I like her column, Feeding my Mother, in the WaPo but I think I should have read Poor Man’s Feast instead of this. I’m not sure why she wrote a second memoir. Don’t know if I’ll try PMF now, this was pretty bad.
A memoir by a Jewish woman who finally comes to terms with her true self. Dysfunctional as her family is, she does find spots of happiness. For readers who enjoy memoirs, Jewish culture, and New York stories.
This is a family memoir that reads like a novel. Growing up in Forest Hills, NY as I did in the 60's and 70's, there is so much I recognized. The nostalgia was potent. If you're a daughter or a foodie, it's impossible not to recognize snippets of your childhood.
Altman seems to believe that many, perhaps most descendants of Jewish immigrants to America had to live like gentiles to escape antisemitism in American society. And they loved it, treyf and all. Abandoning their faith and its customs caused bitter and often irreparable rifts with their immigrant parents and grandparents. In the end, after her grandparents and then her father die, Altman reflects that she is the “real, modern American, the one who transcended my family’s genetic code of violence and rage and disappointment, who broke every Talmudic law presented to us as though it was our job. I am no longer saddles with an impractical, demanding piety five thousand years old; I am the one who lives and eats – unfettered by my family history of death, longing, guilt shame, and the relentless desire to belong – like a Gentile living in a Gentile world. Am I not who they struggled to be? Am I not who they wanted me to become?" But one has the sense that deep down, she feels lost and longs for her family’s roots and traditions.
I love all of Altman’s books, but I think this is my favorite. Her childhood couldn’t be more different than mine, but I can relate to her search for acceptance and belonging in a family where both those things were elusive, and secrets were buried deeply.

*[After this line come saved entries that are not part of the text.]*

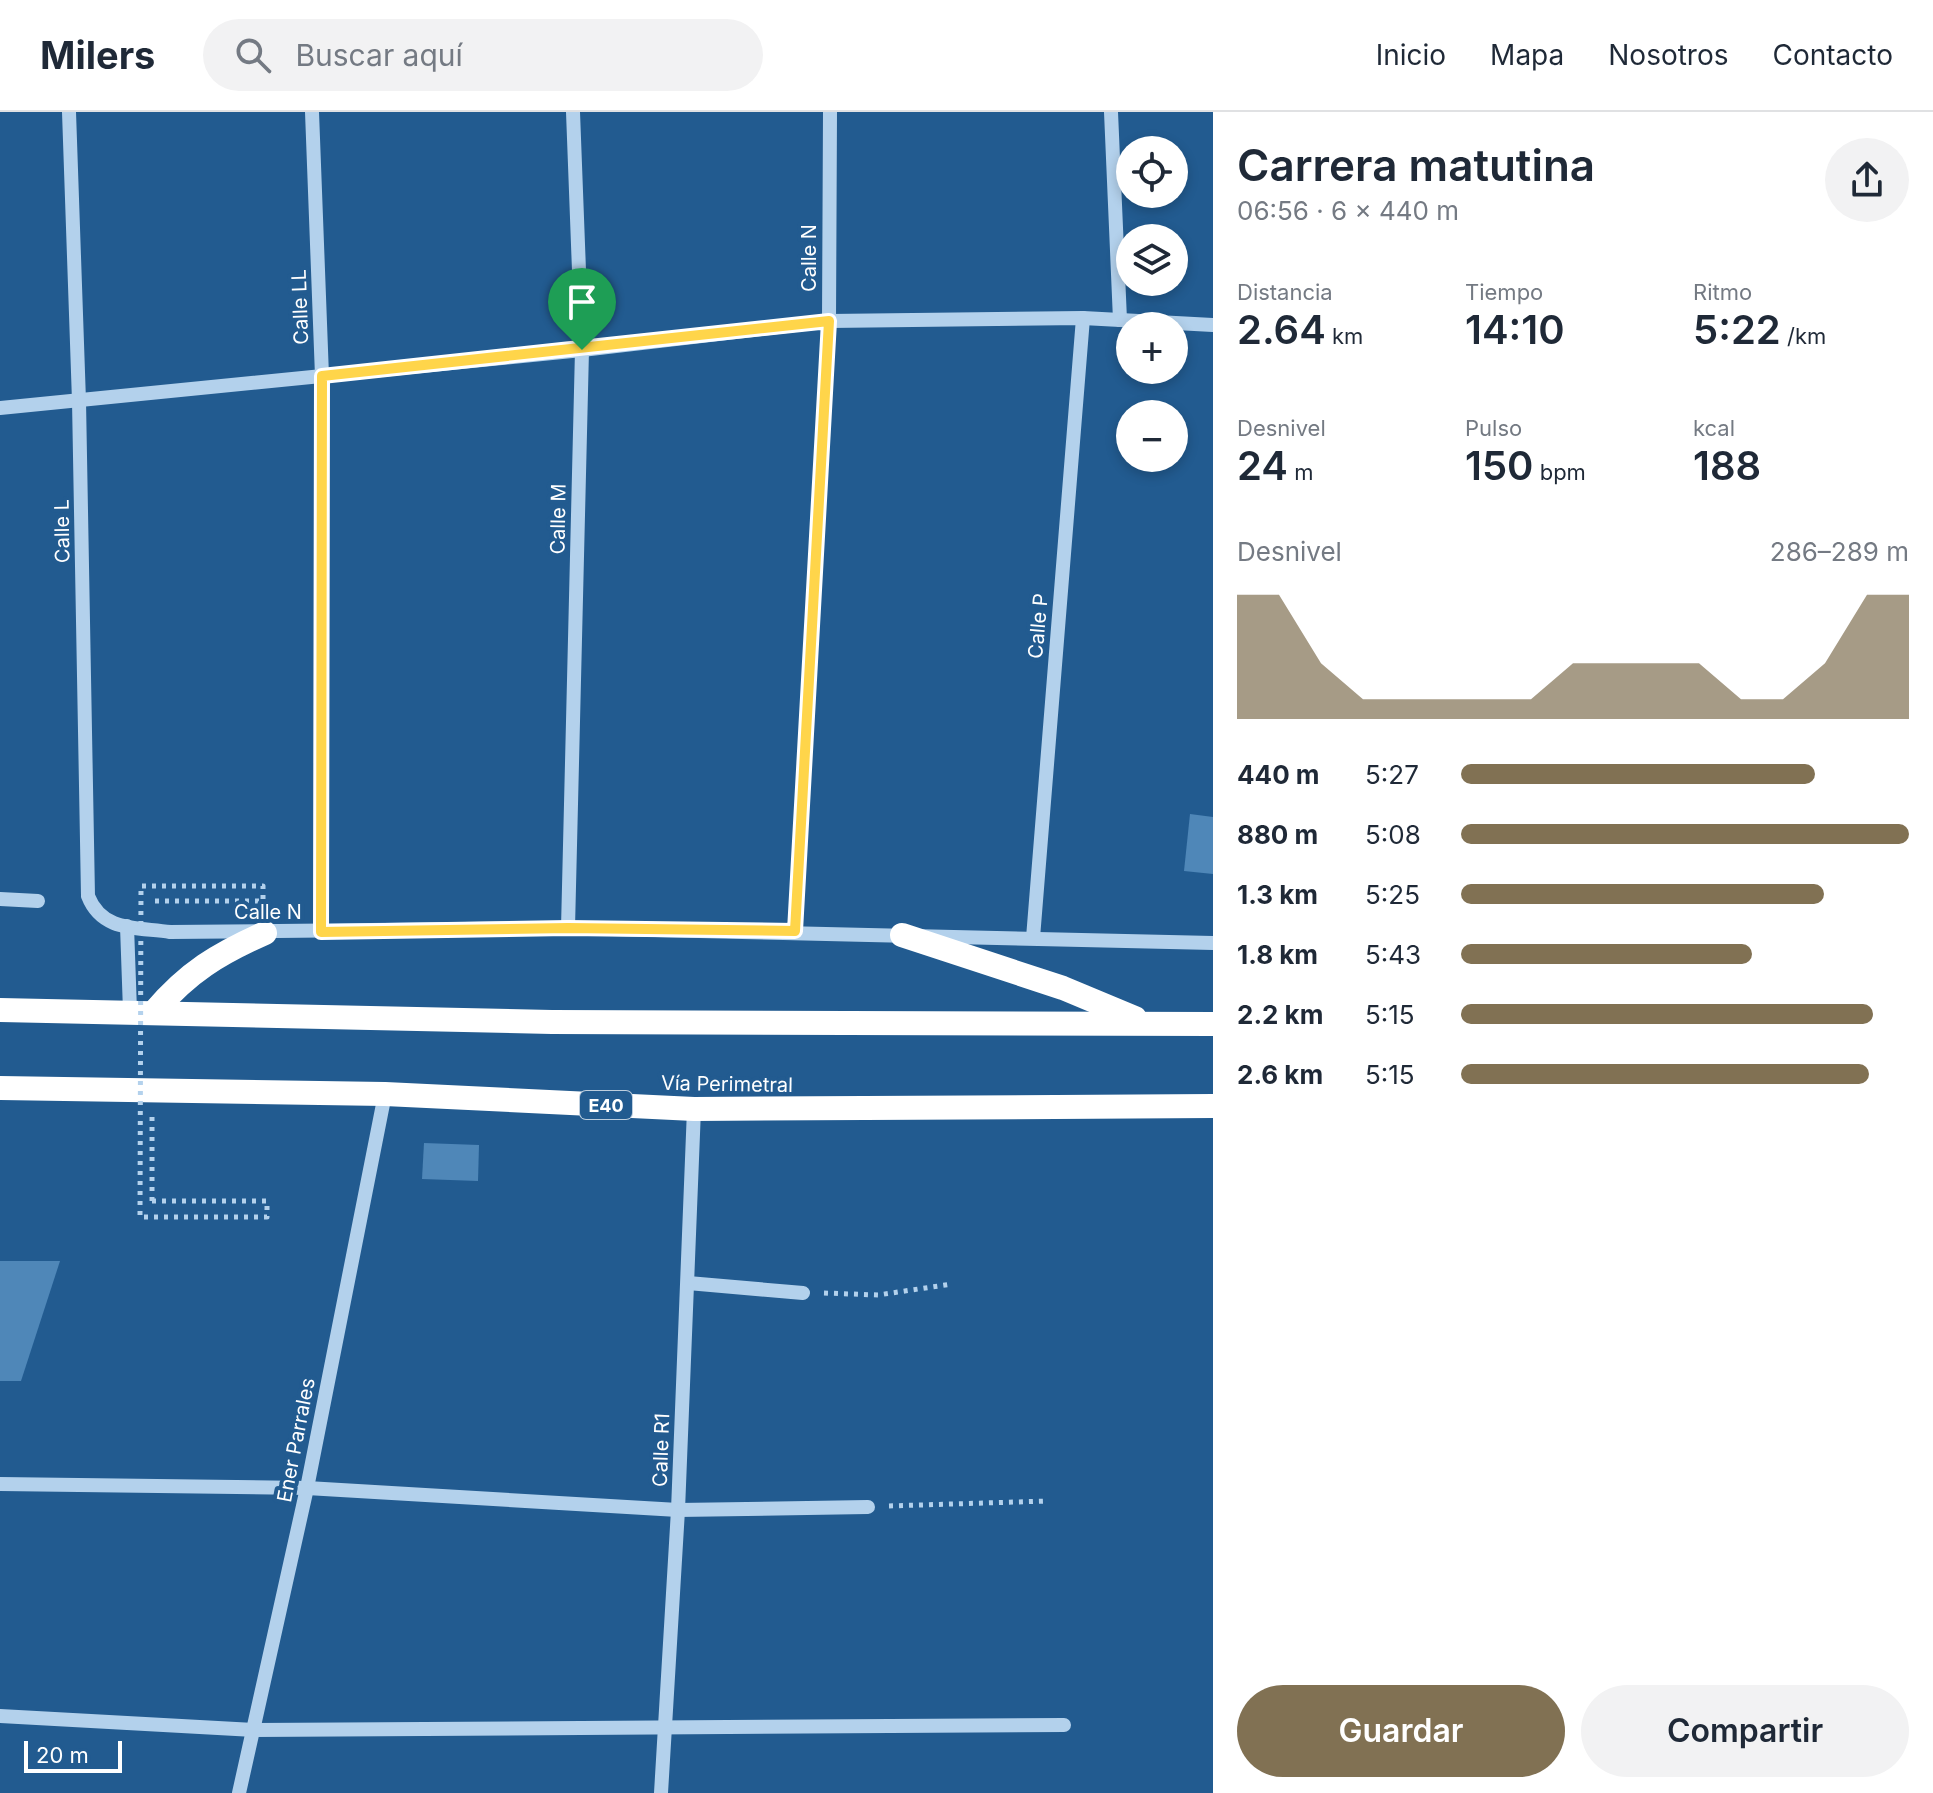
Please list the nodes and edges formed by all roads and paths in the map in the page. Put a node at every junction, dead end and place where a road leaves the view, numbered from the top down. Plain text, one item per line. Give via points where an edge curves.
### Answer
1 (69, 112) edge
2 (312, 112) edge
3 (573, 112) edge
4 (830, 112) edge
5 (1111, 112) edge
6 (1120, 312) edge
7 (1083, 318) junction
8 (1116, 320) edge
9 (829, 321) junction
10 (1188, 324) edge
11 (1213, 325) edge
12 (582, 350) junction
13 (322, 376) junction
14 (79, 401) junction
15 (0, 408) edge
16 (0, 899) edge
17 (38, 901) dead end
18 (154, 901) dead end
19 (127, 926) junction
20 (568, 928) junction
21 (795, 931) junction
22 (170, 932) joint
23 (321, 932) junction
24 (265, 933) junction
25 (902, 935) junction
26 (1033, 938) junction
27 (1213, 943) edge
28 (0, 1010) edge
29 (130, 1011) junction
30 (154, 1012) junction
31 (1148, 1023) junction
32 (1213, 1024) edge
33 (0, 1088) edge
34 (152, 1091) junction
35 (385, 1094) junction
36 (1213, 1106) edge
37 (694, 1109) junction
38 (688, 1283) junction
39 (952, 1284) dead end
40 (803, 1293) joint
41 (0, 1484) edge
42 (307, 1488) junction
43 (1047, 1501) dead end
44 (868, 1507) joint
45 (678, 1510) junction
46 (0, 1716) edge
47 (1064, 1725) dead end
48 (667, 1729) junction
49 (254, 1730) junction
50 (239, 1793) edge
51 (661, 1793) edge

1 - 14 street, Calle L
2 - 13 street, Calle LL
3 - 12 street, Calle M
4 - 9 street, Calle N
5 - 6 street
7 - 8 street
7 - 9 street
7 - 26 street, Calle P
9 - 12 street
9 - 21 street, Calle N
10 - 11 street
12 - 13 street
12 - 20 street, Calle M
13 - 14 street
13 - 23 street, Calle LL
14 - 15 street
14 - 19 street, Calle L via 88,896 95,913
16 - 17 street
18 - 34 path, bridge via 263,901 263,886 141,886 140,1217 267,1217 267,1201 152,1201
19 - 22 street, Calle L
19 - 29 street
20 - 21 street, Calle N
20 - 23 street, Calle N
21 - 25 street
22 - 24 street, Calle N
23 - 24 street, Calle N
24 - 30 highway via 182,980
25 - 26 street
25 - 31 highway via 1063,988
26 - 27 street
28 - 29 highway
29 - 30 highway
30 - 31 highway via 552,1022
31 - 32 highway
33 - 34 highway, Vía Perimetral / E40
34 - 35 highway, Vía Perimetral / E40
35 - 37 highway, Vía Perimetral / E40
35 - 42 street, Ener Parrales
36 - 37 highway, Vía Perimetral / E40
37 - 38 street, Calle R1
38 - 40 street
38 - 45 street, Calle R1
39 - 40 path via 878,1295
41 - 42 street
42 - 45 street
42 - 49 street, Ener Parrales
43 - 44 path
44 - 45 street
45 - 48 street, Calle R1
46 - 49 street
47 - 48 street
48 - 49 street
48 - 51 street, Calle R1
49 - 50 street, Ener Parrales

Altman not only reveals how she learned to interweave the contradictory threads of her life into a complex whole. She also gives eloquent voice to the universal human desire to belong.
interesting memoir on audiobook, read by the author; as a reform Jew from NY, i really felt like i knew some of the characters and situations. it also tickled me to hear her speak about various NY eateries
I found this rich in both detail and reflection, insight. Its world is highly particular, but it reaches out well to the universal sense of both belonging and not belonging. Nicely done.